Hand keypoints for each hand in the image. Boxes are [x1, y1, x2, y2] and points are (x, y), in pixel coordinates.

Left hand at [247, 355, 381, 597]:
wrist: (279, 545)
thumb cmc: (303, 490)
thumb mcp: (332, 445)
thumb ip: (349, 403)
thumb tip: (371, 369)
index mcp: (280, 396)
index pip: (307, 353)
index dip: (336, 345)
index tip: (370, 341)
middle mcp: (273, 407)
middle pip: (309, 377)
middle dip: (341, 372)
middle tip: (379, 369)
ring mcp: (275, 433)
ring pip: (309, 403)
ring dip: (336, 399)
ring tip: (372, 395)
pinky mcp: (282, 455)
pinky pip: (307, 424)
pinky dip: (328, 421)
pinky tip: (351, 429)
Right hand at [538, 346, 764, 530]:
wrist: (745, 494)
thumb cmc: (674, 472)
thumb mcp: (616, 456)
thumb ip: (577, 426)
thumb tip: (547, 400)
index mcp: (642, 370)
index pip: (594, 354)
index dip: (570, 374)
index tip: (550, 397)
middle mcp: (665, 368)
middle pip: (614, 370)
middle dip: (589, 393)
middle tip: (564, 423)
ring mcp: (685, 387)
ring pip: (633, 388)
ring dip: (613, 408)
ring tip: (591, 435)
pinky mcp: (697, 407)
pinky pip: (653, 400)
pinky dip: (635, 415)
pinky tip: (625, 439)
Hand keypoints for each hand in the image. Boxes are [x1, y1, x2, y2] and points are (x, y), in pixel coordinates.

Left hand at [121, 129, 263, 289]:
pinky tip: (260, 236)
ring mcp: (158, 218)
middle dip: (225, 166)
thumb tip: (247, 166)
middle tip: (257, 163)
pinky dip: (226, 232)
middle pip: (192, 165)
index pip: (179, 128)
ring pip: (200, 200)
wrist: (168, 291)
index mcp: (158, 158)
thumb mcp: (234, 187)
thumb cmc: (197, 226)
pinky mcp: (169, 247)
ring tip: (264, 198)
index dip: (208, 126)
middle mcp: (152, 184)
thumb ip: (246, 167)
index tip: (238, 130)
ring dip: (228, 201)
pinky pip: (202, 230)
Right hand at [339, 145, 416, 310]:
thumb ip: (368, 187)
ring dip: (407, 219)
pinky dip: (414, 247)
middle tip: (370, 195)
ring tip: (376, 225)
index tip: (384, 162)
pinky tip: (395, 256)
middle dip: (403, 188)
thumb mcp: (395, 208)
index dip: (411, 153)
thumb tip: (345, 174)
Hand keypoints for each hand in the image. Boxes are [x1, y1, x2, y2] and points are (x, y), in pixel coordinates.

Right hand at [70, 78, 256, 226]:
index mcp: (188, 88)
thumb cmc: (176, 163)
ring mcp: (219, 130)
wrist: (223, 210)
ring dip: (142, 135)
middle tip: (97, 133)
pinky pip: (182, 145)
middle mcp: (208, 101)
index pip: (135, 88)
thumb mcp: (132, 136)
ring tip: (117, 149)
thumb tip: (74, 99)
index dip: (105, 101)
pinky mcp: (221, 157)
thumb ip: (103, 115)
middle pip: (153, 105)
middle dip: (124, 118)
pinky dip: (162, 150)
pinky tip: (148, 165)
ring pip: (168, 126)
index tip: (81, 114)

_ _ _

TASK REQUIREMENTS: From the records above, copy out the line with "thumb mcp: (234, 187)", the line with "thumb ip: (368, 187)", and every line between them, word for word.

ANSWER SECTION:
thumb mcp: (234, 187)
thumb cmc: (197, 226)
pinky mcp: (169, 247)
ring tip: (264, 198)
index dip: (208, 126)
middle mcp: (152, 184)
thumb ip: (246, 167)
index tip: (238, 130)
ring dip: (228, 201)
pinky pip: (202, 230)
Right hand at [339, 145, 416, 310]:
thumb ip: (368, 187)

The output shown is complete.